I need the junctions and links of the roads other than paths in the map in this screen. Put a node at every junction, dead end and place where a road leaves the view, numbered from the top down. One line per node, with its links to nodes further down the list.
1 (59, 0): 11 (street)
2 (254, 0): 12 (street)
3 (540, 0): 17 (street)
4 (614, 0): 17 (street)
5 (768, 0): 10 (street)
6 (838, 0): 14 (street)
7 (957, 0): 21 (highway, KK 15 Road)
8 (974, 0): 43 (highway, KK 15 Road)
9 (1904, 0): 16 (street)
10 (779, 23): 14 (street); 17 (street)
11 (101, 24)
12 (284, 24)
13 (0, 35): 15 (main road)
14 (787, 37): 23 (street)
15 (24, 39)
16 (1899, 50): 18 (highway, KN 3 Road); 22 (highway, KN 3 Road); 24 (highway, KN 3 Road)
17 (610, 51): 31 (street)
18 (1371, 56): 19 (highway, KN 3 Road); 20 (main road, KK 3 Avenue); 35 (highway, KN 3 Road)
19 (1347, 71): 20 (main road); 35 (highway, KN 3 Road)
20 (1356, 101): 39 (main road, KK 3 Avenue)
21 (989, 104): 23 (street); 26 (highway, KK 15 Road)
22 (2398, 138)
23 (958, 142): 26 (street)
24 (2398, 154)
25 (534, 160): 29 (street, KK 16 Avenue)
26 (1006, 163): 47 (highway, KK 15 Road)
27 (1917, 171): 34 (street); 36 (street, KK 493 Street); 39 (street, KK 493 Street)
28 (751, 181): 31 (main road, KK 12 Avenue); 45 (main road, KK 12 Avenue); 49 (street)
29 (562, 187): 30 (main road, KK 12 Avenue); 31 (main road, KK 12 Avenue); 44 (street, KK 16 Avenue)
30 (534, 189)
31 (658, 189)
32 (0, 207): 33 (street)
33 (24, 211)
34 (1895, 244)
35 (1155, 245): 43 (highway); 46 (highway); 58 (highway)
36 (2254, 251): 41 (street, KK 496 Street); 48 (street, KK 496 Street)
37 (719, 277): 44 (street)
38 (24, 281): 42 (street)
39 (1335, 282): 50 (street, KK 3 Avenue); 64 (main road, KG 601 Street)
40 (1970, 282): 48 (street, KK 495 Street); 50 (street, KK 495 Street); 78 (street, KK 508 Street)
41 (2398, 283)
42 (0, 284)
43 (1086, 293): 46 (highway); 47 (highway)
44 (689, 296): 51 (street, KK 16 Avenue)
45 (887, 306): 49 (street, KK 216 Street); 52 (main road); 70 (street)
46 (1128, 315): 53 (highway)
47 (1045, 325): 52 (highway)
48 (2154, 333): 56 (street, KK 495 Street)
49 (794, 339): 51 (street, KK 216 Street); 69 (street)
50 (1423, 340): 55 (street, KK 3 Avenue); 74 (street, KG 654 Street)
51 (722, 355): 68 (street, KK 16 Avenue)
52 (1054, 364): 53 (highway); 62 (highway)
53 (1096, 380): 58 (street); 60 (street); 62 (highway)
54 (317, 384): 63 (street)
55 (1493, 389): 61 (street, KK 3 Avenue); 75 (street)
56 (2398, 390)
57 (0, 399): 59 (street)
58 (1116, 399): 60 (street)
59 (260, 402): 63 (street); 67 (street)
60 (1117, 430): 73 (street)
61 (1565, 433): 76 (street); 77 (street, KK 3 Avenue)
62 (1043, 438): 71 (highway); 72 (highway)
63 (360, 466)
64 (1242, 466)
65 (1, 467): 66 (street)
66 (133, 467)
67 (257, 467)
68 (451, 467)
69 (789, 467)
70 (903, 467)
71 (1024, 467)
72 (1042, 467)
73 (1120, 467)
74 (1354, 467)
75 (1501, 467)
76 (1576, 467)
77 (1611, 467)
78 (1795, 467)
■ ■ ■ ■ ■
▶ Brief
Copy every line that includes the string "Avenue" from the material above.

▶ Exercise answer
18 (1371, 56): 19 (highway, KN 3 Road); 20 (main road, KK 3 Avenue); 35 (highway, KN 3 Road)
20 (1356, 101): 39 (main road, KK 3 Avenue)
25 (534, 160): 29 (street, KK 16 Avenue)
28 (751, 181): 31 (main road, KK 12 Avenue); 45 (main road, KK 12 Avenue); 49 (street)
29 (562, 187): 30 (main road, KK 12 Avenue); 31 (main road, KK 12 Avenue); 44 (street, KK 16 Avenue)
39 (1335, 282): 50 (street, KK 3 Avenue); 64 (main road, KG 601 Street)
44 (689, 296): 51 (street, KK 16 Avenue)
50 (1423, 340): 55 (street, KK 3 Avenue); 74 (street, KG 654 Street)
51 (722, 355): 68 (street, KK 16 Avenue)
55 (1493, 389): 61 (street, KK 3 Avenue); 75 (street)
61 (1565, 433): 76 (street); 77 (street, KK 3 Avenue)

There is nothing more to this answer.